PROBLEM DESCRIPTION —
Among the entries below, how many lines include the word "from"? Reply with only the number.

Collected data entries:
--
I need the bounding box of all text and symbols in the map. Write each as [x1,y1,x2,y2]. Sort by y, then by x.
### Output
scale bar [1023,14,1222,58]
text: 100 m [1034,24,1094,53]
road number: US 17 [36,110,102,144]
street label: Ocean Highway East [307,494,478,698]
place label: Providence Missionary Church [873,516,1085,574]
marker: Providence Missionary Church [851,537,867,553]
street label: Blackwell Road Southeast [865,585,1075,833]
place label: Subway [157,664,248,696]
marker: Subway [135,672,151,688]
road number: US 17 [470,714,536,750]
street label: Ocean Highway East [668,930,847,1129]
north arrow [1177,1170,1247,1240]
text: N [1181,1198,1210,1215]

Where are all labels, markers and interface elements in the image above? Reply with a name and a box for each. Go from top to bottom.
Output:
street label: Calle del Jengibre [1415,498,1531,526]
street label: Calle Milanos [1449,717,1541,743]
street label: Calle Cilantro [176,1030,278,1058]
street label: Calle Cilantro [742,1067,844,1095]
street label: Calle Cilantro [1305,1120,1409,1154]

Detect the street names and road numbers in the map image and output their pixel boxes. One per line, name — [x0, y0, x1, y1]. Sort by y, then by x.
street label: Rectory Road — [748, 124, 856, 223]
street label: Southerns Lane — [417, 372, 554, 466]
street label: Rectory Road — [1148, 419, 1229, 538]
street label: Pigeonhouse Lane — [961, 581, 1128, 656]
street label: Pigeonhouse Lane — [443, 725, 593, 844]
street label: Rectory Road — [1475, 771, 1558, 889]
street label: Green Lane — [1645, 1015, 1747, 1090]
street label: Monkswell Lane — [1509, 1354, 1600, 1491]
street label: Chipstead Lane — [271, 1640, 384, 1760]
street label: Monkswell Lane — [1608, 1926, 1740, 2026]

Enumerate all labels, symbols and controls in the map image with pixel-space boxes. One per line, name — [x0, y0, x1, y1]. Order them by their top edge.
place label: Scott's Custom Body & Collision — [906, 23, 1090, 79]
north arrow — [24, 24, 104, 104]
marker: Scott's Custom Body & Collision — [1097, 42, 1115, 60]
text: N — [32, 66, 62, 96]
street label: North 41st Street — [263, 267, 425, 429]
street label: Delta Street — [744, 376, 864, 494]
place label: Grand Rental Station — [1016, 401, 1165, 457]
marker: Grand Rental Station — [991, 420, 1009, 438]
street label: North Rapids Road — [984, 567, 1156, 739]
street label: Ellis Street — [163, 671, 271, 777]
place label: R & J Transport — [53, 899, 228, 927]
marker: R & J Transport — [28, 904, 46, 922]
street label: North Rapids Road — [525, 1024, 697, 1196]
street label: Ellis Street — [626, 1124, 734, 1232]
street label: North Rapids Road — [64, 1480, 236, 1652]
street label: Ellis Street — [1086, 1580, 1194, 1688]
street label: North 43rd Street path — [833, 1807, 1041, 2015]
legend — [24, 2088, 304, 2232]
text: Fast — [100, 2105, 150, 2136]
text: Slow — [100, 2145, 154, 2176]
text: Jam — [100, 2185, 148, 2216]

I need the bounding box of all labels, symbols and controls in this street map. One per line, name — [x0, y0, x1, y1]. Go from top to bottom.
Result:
--
OUTPUT —
2